#### Task to complete:
Could you give the entries again, exactly as written?

____________________

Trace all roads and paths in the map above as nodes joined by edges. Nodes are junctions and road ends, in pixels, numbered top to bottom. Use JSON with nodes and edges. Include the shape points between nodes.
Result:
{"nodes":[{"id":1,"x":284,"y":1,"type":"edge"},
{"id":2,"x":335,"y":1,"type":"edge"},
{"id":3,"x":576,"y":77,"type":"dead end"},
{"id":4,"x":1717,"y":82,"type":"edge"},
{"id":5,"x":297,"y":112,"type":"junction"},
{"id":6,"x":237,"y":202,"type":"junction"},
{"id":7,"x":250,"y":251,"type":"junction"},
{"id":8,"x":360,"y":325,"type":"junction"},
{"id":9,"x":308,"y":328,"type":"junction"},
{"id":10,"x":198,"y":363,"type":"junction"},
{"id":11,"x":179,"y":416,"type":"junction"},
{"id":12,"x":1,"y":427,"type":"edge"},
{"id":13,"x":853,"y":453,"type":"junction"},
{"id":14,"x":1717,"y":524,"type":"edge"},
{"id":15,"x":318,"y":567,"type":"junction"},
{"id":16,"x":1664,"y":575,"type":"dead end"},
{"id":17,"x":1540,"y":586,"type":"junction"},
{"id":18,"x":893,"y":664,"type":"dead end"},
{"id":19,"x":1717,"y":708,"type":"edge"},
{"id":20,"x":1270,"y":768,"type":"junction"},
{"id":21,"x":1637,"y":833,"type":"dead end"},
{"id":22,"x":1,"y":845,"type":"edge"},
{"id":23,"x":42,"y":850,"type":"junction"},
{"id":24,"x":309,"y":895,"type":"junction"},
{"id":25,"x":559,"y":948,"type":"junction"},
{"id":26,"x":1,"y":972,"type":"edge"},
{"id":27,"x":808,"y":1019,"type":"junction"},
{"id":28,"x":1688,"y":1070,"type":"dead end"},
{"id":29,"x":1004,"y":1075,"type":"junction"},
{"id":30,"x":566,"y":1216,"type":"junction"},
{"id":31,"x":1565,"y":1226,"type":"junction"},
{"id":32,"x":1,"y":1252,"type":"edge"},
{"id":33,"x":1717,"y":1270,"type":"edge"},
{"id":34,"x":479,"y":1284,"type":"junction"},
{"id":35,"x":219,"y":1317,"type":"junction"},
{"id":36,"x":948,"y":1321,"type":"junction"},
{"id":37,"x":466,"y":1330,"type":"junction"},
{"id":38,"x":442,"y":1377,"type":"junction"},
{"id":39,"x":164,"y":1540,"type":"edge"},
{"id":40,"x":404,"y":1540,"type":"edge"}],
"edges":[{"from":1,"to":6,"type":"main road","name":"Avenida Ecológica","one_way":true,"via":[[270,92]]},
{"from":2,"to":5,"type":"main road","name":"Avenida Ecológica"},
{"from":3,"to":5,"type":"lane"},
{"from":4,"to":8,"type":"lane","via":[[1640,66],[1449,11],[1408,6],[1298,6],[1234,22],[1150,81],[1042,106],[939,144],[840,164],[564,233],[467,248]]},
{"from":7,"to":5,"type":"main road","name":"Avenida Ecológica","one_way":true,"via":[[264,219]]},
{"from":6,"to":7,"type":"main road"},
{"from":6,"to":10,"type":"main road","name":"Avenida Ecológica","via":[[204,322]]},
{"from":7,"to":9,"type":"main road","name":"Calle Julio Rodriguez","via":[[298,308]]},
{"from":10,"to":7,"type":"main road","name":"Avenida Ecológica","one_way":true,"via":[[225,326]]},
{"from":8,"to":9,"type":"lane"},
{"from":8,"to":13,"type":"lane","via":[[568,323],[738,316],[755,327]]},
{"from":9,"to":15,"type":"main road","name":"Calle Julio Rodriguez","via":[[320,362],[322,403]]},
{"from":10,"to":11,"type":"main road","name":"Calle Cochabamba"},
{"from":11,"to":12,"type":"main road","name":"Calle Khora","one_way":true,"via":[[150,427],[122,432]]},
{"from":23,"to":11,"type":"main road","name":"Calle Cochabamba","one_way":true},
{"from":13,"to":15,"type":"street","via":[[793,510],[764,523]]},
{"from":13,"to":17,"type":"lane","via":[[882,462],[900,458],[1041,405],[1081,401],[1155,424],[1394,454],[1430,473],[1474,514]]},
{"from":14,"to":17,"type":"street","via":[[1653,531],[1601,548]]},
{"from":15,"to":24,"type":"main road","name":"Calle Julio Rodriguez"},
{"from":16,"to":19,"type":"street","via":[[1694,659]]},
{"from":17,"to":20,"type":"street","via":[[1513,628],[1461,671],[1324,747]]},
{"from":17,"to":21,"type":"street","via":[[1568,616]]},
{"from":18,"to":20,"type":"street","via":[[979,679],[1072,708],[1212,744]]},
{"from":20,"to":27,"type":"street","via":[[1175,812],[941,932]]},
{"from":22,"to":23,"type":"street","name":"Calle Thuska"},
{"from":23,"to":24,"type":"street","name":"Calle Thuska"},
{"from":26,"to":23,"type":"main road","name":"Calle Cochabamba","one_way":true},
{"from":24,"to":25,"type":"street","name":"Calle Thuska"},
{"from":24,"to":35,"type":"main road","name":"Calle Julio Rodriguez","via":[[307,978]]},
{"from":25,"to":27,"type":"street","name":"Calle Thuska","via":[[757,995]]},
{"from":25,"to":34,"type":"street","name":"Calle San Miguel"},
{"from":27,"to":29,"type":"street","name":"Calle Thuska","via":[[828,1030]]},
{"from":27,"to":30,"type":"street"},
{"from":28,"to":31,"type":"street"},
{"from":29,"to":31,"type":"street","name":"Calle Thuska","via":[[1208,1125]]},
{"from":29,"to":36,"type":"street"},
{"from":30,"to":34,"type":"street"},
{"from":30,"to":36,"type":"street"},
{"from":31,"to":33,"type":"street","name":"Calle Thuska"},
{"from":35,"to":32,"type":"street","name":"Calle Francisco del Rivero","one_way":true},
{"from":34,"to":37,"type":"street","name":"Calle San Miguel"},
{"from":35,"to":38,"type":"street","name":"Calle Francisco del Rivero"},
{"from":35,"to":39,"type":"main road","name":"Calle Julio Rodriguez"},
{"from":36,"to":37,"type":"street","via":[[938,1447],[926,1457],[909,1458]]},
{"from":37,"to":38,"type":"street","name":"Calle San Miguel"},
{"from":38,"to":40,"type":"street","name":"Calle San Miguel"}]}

____________________

#### Solution for this task:
Trace all roads and paths in the map above as nodes joined by edges. Nodes are junctions and road ends, in pixels, numbered top to bottom. Use JSON with nodes and edges. Include the shape points between nodes.
Result:
{"nodes":[{"id":1,"x":284,"y":1,"type":"edge"},
{"id":2,"x":335,"y":1,"type":"edge"},
{"id":3,"x":576,"y":77,"type":"dead end"},
{"id":4,"x":1717,"y":82,"type":"edge"},
{"id":5,"x":297,"y":112,"type":"junction"},
{"id":6,"x":237,"y":202,"type":"junction"},
{"id":7,"x":250,"y":251,"type":"junction"},
{"id":8,"x":360,"y":325,"type":"junction"},
{"id":9,"x":308,"y":328,"type":"junction"},
{"id":10,"x":198,"y":363,"type":"junction"},
{"id":11,"x":179,"y":416,"type":"junction"},
{"id":12,"x":1,"y":427,"type":"edge"},
{"id":13,"x":853,"y":453,"type":"junction"},
{"id":14,"x":1717,"y":524,"type":"edge"},
{"id":15,"x":318,"y":567,"type":"junction"},
{"id":16,"x":1664,"y":575,"type":"dead end"},
{"id":17,"x":1540,"y":586,"type":"junction"},
{"id":18,"x":893,"y":664,"type":"dead end"},
{"id":19,"x":1717,"y":708,"type":"edge"},
{"id":20,"x":1270,"y":768,"type":"junction"},
{"id":21,"x":1637,"y":833,"type":"dead end"},
{"id":22,"x":1,"y":845,"type":"edge"},
{"id":23,"x":42,"y":850,"type":"junction"},
{"id":24,"x":309,"y":895,"type":"junction"},
{"id":25,"x":559,"y":948,"type":"junction"},
{"id":26,"x":1,"y":972,"type":"edge"},
{"id":27,"x":808,"y":1019,"type":"junction"},
{"id":28,"x":1688,"y":1070,"type":"dead end"},
{"id":29,"x":1004,"y":1075,"type":"junction"},
{"id":30,"x":566,"y":1216,"type":"junction"},
{"id":31,"x":1565,"y":1226,"type":"junction"},
{"id":32,"x":1,"y":1252,"type":"edge"},
{"id":33,"x":1717,"y":1270,"type":"edge"},
{"id":34,"x":479,"y":1284,"type":"junction"},
{"id":35,"x":219,"y":1317,"type":"junction"},
{"id":36,"x":948,"y":1321,"type":"junction"},
{"id":37,"x":466,"y":1330,"type":"junction"},
{"id":38,"x":442,"y":1377,"type":"junction"},
{"id":39,"x":164,"y":1540,"type":"edge"},
{"id":40,"x":404,"y":1540,"type":"edge"}],
"edges":[{"from":1,"to":6,"type":"main road","name":"Avenida Ecológica","one_way":true,"via":[[270,92]]},
{"from":2,"to":5,"type":"main road","name":"Avenida Ecológica"},
{"from":3,"to":5,"type":"lane"},
{"from":4,"to":8,"type":"lane","via":[[1640,66],[1449,11],[1408,6],[1298,6],[1234,22],[1150,81],[1042,106],[939,144],[840,164],[564,233],[467,248]]},
{"from":7,"to":5,"type":"main road","name":"Avenida Ecológica","one_way":true,"via":[[264,219]]},
{"from":6,"to":7,"type":"main road"},
{"from":6,"to":10,"type":"main road","name":"Avenida Ecológica","via":[[204,322]]},
{"from":7,"to":9,"type":"main road","name":"Calle Julio Rodriguez","via":[[298,308]]},
{"from":10,"to":7,"type":"main road","name":"Avenida Ecológica","one_way":true,"via":[[225,326]]},
{"from":8,"to":9,"type":"lane"},
{"from":8,"to":13,"type":"lane","via":[[568,323],[738,316],[755,327]]},
{"from":9,"to":15,"type":"main road","name":"Calle Julio Rodriguez","via":[[320,362],[322,403]]},
{"from":10,"to":11,"type":"main road","name":"Calle Cochabamba"},
{"from":11,"to":12,"type":"main road","name":"Calle Khora","one_way":true,"via":[[150,427],[122,432]]},
{"from":23,"to":11,"type":"main road","name":"Calle Cochabamba","one_way":true},
{"from":13,"to":15,"type":"street","via":[[793,510],[764,523]]},
{"from":13,"to":17,"type":"lane","via":[[882,462],[900,458],[1041,405],[1081,401],[1155,424],[1394,454],[1430,473],[1474,514]]},
{"from":14,"to":17,"type":"street","via":[[1653,531],[1601,548]]},
{"from":15,"to":24,"type":"main road","name":"Calle Julio Rodriguez"},
{"from":16,"to":19,"type":"street","via":[[1694,659]]},
{"from":17,"to":20,"type":"street","via":[[1513,628],[1461,671],[1324,747]]},
{"from":17,"to":21,"type":"street","via":[[1568,616]]},
{"from":18,"to":20,"type":"street","via":[[979,679],[1072,708],[1212,744]]},
{"from":20,"to":27,"type":"street","via":[[1175,812],[941,932]]},
{"from":22,"to":23,"type":"street","name":"Calle Thuska"},
{"from":23,"to":24,"type":"street","name":"Calle Thuska"},
{"from":26,"to":23,"type":"main road","name":"Calle Cochabamba","one_way":true},
{"from":24,"to":25,"type":"street","name":"Calle Thuska"},
{"from":24,"to":35,"type":"main road","name":"Calle Julio Rodriguez","via":[[307,978]]},
{"from":25,"to":27,"type":"street","name":"Calle Thuska","via":[[757,995]]},
{"from":25,"to":34,"type":"street","name":"Calle San Miguel"},
{"from":27,"to":29,"type":"street","name":"Calle Thuska","via":[[828,1030]]},
{"from":27,"to":30,"type":"street"},
{"from":28,"to":31,"type":"street"},
{"from":29,"to":31,"type":"street","name":"Calle Thuska","via":[[1208,1125]]},
{"from":29,"to":36,"type":"street"},
{"from":30,"to":34,"type":"street"},
{"from":30,"to":36,"type":"street"},
{"from":31,"to":33,"type":"street","name":"Calle Thuska"},
{"from":35,"to":32,"type":"street","name":"Calle Francisco del Rivero","one_way":true},
{"from":34,"to":37,"type":"street","name":"Calle San Miguel"},
{"from":35,"to":38,"type":"street","name":"Calle Francisco del Rivero"},
{"from":35,"to":39,"type":"main road","name":"Calle Julio Rodriguez"},
{"from":36,"to":37,"type":"street","via":[[938,1447],[926,1457],[909,1458]]},
{"from":37,"to":38,"type":"street","name":"Calle San Miguel"},
{"from":38,"to":40,"type":"street","name":"Calle San Miguel"}]}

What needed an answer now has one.